[[ Records for the exercise, beginning ]]

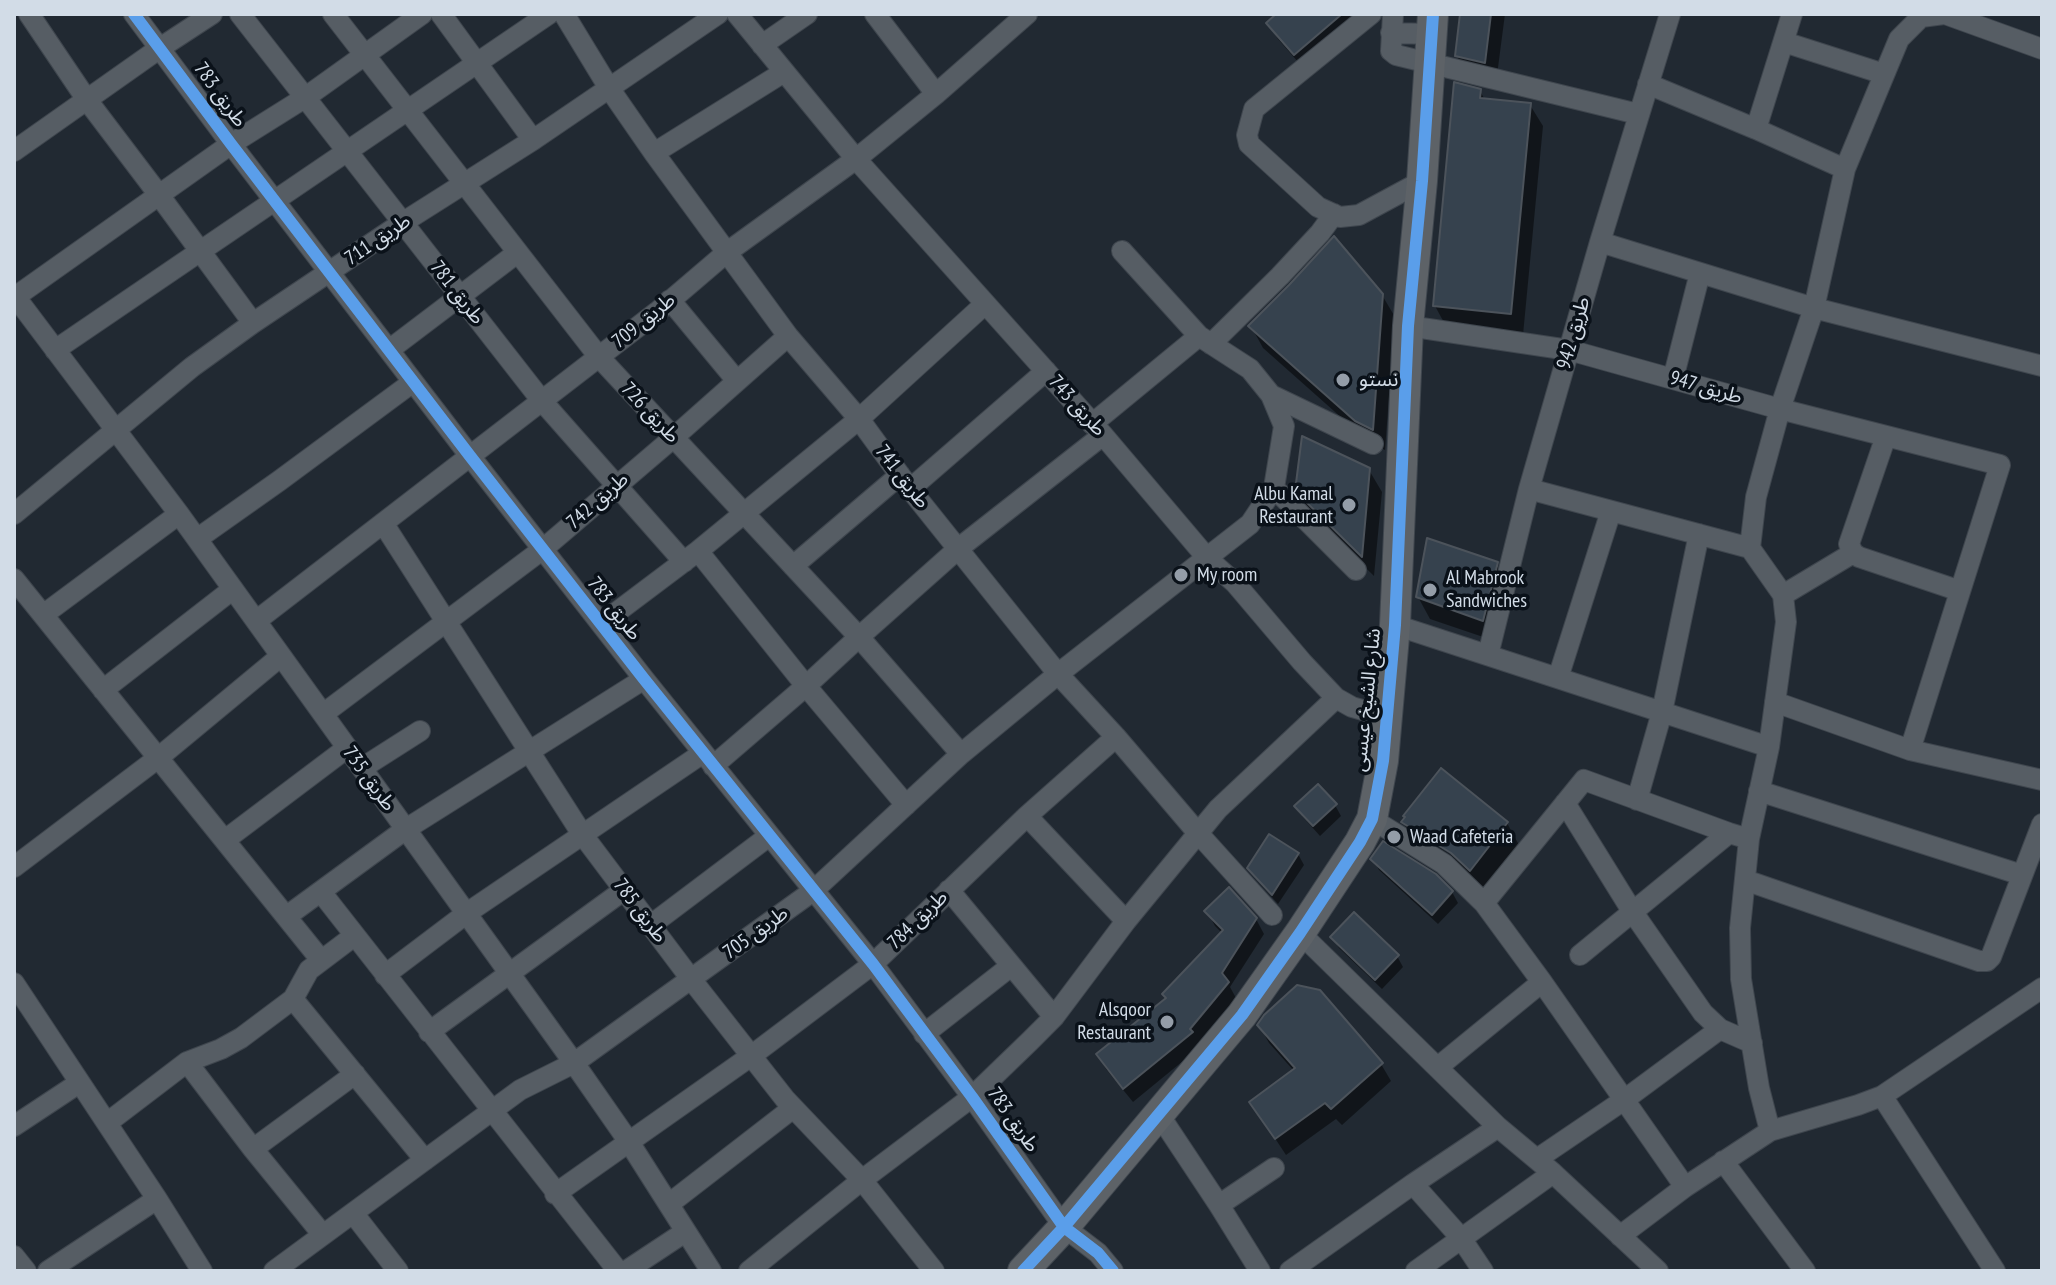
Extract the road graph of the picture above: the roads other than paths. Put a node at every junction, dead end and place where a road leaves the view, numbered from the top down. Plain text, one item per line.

[[ Records for the exercise, end ]]
[[ Records for the exercise, beginning ]]

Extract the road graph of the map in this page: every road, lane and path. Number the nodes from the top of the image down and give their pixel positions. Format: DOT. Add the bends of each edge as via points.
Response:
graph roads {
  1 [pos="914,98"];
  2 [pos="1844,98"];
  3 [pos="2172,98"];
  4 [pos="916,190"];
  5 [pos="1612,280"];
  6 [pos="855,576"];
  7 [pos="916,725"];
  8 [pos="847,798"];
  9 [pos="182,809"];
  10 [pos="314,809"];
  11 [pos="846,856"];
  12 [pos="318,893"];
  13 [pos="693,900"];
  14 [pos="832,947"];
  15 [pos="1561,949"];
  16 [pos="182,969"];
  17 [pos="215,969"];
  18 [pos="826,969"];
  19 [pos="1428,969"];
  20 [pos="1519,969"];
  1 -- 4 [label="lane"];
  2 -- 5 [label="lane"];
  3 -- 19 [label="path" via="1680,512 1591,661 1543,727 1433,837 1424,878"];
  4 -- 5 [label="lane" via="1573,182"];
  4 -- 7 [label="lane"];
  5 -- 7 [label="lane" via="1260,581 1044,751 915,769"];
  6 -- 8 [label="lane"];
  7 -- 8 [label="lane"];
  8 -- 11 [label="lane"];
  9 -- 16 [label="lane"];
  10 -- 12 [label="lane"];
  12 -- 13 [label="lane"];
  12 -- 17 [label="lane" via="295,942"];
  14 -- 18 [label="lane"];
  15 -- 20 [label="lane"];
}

[[ Records for the exercise, end ]]
[[ Records for the exercise, beginning ]]

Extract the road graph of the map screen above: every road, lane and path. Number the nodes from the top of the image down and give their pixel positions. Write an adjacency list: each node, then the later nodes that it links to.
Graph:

[[ Records for the exercise, end ]]

## Task to carry out
The count, and nothing else: how many lines of the entries contain the word "positions"?

## Task output
2